(Stored items from a collection)
>>>>>

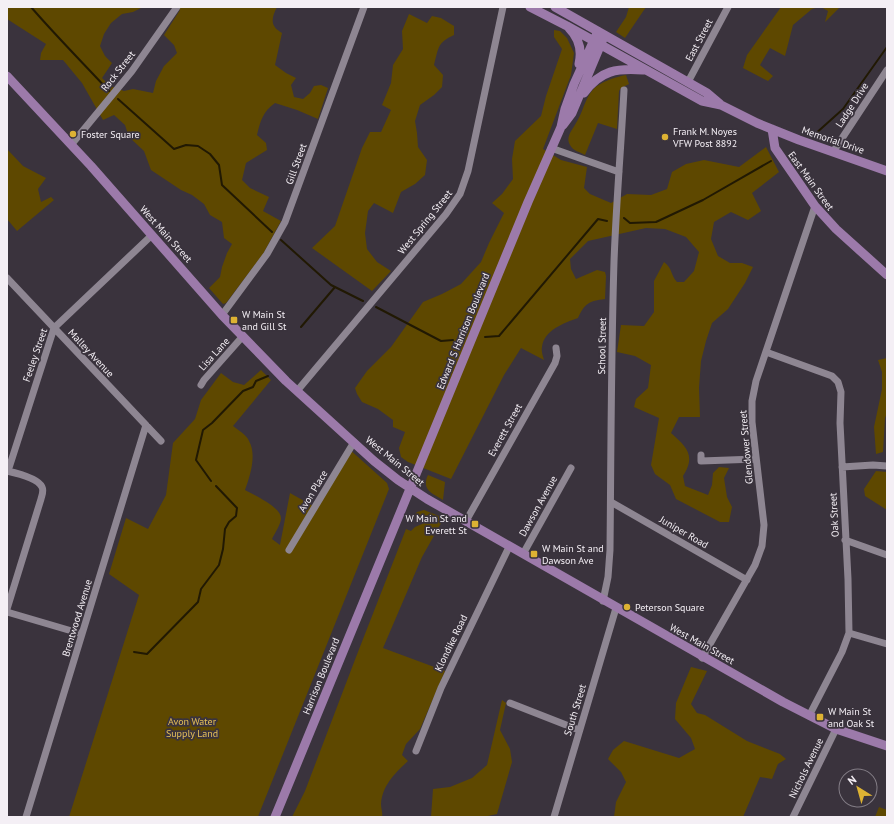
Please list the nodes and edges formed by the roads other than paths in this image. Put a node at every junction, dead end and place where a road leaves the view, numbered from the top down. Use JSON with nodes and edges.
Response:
{"nodes":[{"id":1,"x":177,"y":7,"type":"edge"},
{"id":2,"x":364,"y":7,"type":"edge"},
{"id":3,"x":503,"y":7,"type":"edge"},
{"id":4,"x":530,"y":7,"type":"edge"},
{"id":5,"x":555,"y":7,"type":"edge"},
{"id":6,"x":728,"y":7,"type":"edge"},
{"id":7,"x":567,"y":26,"type":"junction"},
{"id":8,"x":602,"y":33,"type":"junction"},
{"id":9,"x":596,"y":42,"type":"junction"},
{"id":10,"x":646,"y":70,"type":"junction"},
{"id":11,"x":887,"y":70,"type":"edge"},
{"id":12,"x":7,"y":76,"type":"edge"},
{"id":13,"x":688,"y":82,"type":"junction"},
{"id":14,"x":574,"y":84,"type":"junction"},
{"id":15,"x":624,"y":90,"type":"dead end"},
{"id":16,"x":721,"y":105,"type":"junction"},
{"id":17,"x":572,"y":113,"type":"junction"},
{"id":18,"x":560,"y":127,"type":"junction"},
{"id":19,"x":772,"y":129,"type":"junction"},
{"id":20,"x":71,"y":145,"type":"junction"},
{"id":21,"x":551,"y":148,"type":"junction"},
{"id":22,"x":833,"y":152,"type":"junction"},
{"id":23,"x":887,"y":170,"type":"edge"},
{"id":24,"x":619,"y":172,"type":"junction"},
{"id":25,"x":815,"y":206,"type":"junction"},
{"id":26,"x":152,"y":235,"type":"junction"},
{"id":27,"x":887,"y":276,"type":"edge"},
{"id":28,"x":7,"y":278,"type":"edge"},
{"id":29,"x":222,"y":314,"type":"junction"},
{"id":30,"x":54,"y":328,"type":"junction"},
{"id":31,"x":243,"y":336,"type":"junction"},
{"id":32,"x":556,"y":348,"type":"dead end"},
{"id":33,"x":766,"y":352,"type":"junction"},
{"id":34,"x":201,"y":385,"type":"dead end"},
{"id":35,"x":297,"y":391,"type":"junction"},
{"id":36,"x":146,"y":425,"type":"junction"},
{"id":37,"x":161,"y":441,"type":"dead end"},
{"id":38,"x":354,"y":442,"type":"junction"},
{"id":39,"x":701,"y":454,"type":"dead end"},
{"id":40,"x":756,"y":459,"type":"junction"},
{"id":41,"x":887,"y":466,"type":"edge"},
{"id":42,"x":842,"y":467,"type":"junction"},
{"id":43,"x":571,"y":468,"type":"dead end"},
{"id":44,"x":8,"y":471,"type":"edge"},
{"id":45,"x":411,"y":489,"type":"junction"},
{"id":46,"x":611,"y":502,"type":"junction"},
{"id":47,"x":466,"y":521,"type":"junction"},
{"id":48,"x":845,"y":540,"type":"junction"},
{"id":49,"x":388,"y":543,"type":"joint"},
{"id":50,"x":509,"y":546,"type":"junction"},
{"id":51,"x":289,"y":550,"type":"dead end"},
{"id":52,"x":523,"y":554,"type":"junction"},
{"id":53,"x":887,"y":555,"type":"edge"},
{"id":54,"x":747,"y":580,"type":"junction"},
{"id":55,"x":603,"y":601,"type":"junction"},
{"id":56,"x":616,"y":608,"type":"junction"},
{"id":57,"x":7,"y":609,"type":"edge"},
{"id":58,"x":7,"y":612,"type":"edge"},
{"id":59,"x":849,"y":633,"type":"junction"},
{"id":60,"x":82,"y":634,"type":"junction"},
{"id":61,"x":887,"y":644,"type":"edge"},
{"id":62,"x":702,"y":658,"type":"junction"},
{"id":63,"x":510,"y":703,"type":"dead end"},
{"id":64,"x":809,"y":716,"type":"junction"},
{"id":65,"x":836,"y":729,"type":"junction"},
{"id":66,"x":580,"y":730,"type":"junction"},
{"id":67,"x":887,"y":746,"type":"edge"},
{"id":68,"x":416,"y":751,"type":"dead end"},
{"id":69,"x":26,"y":817,"type":"edge"},
{"id":70,"x":275,"y":817,"type":"edge"},
{"id":71,"x":554,"y":817,"type":"edge"},
{"id":72,"x":793,"y":817,"type":"edge"}],
"edges":[{"from":1,"to":20,"type":"street","name":"Rock Street"},
{"from":2,"to":29,"type":"street","name":"Gill Street"},
{"from":3,"to":35,"type":"street","name":"West Spring Street"},
{"from":4,"to":7,"type":"main road"},
{"from":5,"to":8,"type":"main road"},
{"from":6,"to":13,"type":"street","name":"East Street"},
{"from":7,"to":9,"type":"main road"},
{"from":7,"to":14,"type":"main road"},
{"from":8,"to":9,"type":"main road","name":"Edward S Harrison Boulevard"},
{"from":8,"to":13,"type":"main road"},
{"from":9,"to":10,"type":"main road"},
{"from":9,"to":14,"type":"main road","name":"Edward S Harrison Boulevard"},
{"from":9,"to":17,"type":"main road","name":"Edward S Harrison Boulevard"},
{"from":10,"to":16,"type":"main road"},
{"from":10,"to":17,"type":"main road"},
{"from":11,"to":22,"type":"street","name":"Ladge Drive"},
{"from":12,"to":20,"type":"main road","name":"West Main Street"},
{"from":13,"to":16,"type":"main road"},
{"from":14,"to":18,"type":"main road","name":"Edward S Harrison Boulevard"},
{"from":15,"to":24,"type":"street","name":"School Street"},
{"from":16,"to":19,"type":"main road"},
{"from":17,"to":18,"type":"main road","name":"Edward S Harrison Boulevard"},
{"from":18,"to":21,"type":"main road","name":"Edward S Harrison Boulevard"},
{"from":19,"to":22,"type":"main road","name":"Memorial Drive"},
{"from":19,"to":25,"type":"main road","name":"East Main Street"},
{"from":20,"to":26,"type":"main road","name":"West Main Street"},
{"from":21,"to":24,"type":"street"},
{"from":21,"to":45,"type":"main road","name":"Edward S Harrison Boulevard"},
{"from":22,"to":23,"type":"main road","name":"Memorial Drive"},
{"from":24,"to":46,"type":"street","name":"School Street"},
{"from":25,"to":27,"type":"main road","name":"East Main Street"},
{"from":25,"to":33,"type":"street","name":"Glendower Street"},
{"from":26,"to":29,"type":"main road","name":"West Main Street"},
{"from":26,"to":30,"type":"street","name":"Feeley Street"},
{"from":28,"to":30,"type":"street","name":"Malley Avenue"},
{"from":29,"to":31,"type":"main road","name":"West Main Street"},
{"from":30,"to":36,"type":"street","name":"Malley Avenue"},
{"from":30,"to":44,"type":"street","name":"Feeley Street"},
{"from":31,"to":34,"type":"street","name":"Lisa Lane"},
{"from":31,"to":35,"type":"main road","name":"West Main Street"},
{"from":32,"to":47,"type":"street","name":"Everett Street"},
{"from":33,"to":40,"type":"street","name":"Glendower Street"},
{"from":33,"to":42,"type":"street","name":"Oak Street"},
{"from":35,"to":38,"type":"main road","name":"West Main Street"},
{"from":36,"to":37,"type":"street","name":"Malley Avenue"},
{"from":36,"to":60,"type":"street","name":"Brentwood Avenue"},
{"from":38,"to":45,"type":"main road","name":"West Main Street"},
{"from":38,"to":51,"type":"street","name":"Avon Place"},
{"from":39,"to":40,"type":"street"},
{"from":40,"to":54,"type":"street","name":"Glendower Street"},
{"from":41,"to":42,"type":"street"},
{"from":42,"to":48,"type":"street","name":"Oak Street"},
{"from":43,"to":52,"type":"street","name":"Dawson Avenue"},
{"from":44,"to":57,"type":"street"},
{"from":45,"to":47,"type":"main road","name":"West Main Street"},
{"from":45,"to":49,"type":"main road","name":"Edward S Harrison Boulevard"},
{"from":46,"to":54,"type":"street","name":"Juniper Road"},
{"from":46,"to":55,"type":"street","name":"School Street"},
{"from":47,"to":50,"type":"main road","name":"West Main Street"},
{"from":48,"to":53,"type":"street"},
{"from":48,"to":59,"type":"street","name":"Oak Street"},
{"from":49,"to":70,"type":"main road","name":"Harrison Boulevard"},
{"from":50,"to":52,"type":"main road","name":"West Main Street"},
{"from":50,"to":68,"type":"street","name":"Klondike Road"},
{"from":52,"to":55,"type":"main road","name":"West Main Street"},
{"from":54,"to":62,"type":"street","name":"Glendower Street"},
{"from":55,"to":56,"type":"main road","name":"West Main Street"},
{"from":56,"to":62,"type":"main road","name":"West Main Street"},
{"from":56,"to":66,"type":"street","name":"South Street"},
{"from":58,"to":60,"type":"street"},
{"from":59,"to":61,"type":"street"},
{"from":59,"to":64,"type":"street","name":"Oak Street"},
{"from":60,"to":69,"type":"street","name":"Brentwood Avenue"},
{"from":62,"to":64,"type":"main road","name":"West Main Street"},
{"from":63,"to":66,"type":"street"},
{"from":64,"to":65,"type":"main road","name":"West Main Street"},
{"from":65,"to":67,"type":"main road","name":"West Main Street"},
{"from":65,"to":72,"type":"street","name":"Nichols Avenue"},
{"from":66,"to":71,"type":"street","name":"South Street"}]}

<<<<<

Looking at the records, state how many lines contain "edges" and write nothing besides that number.

2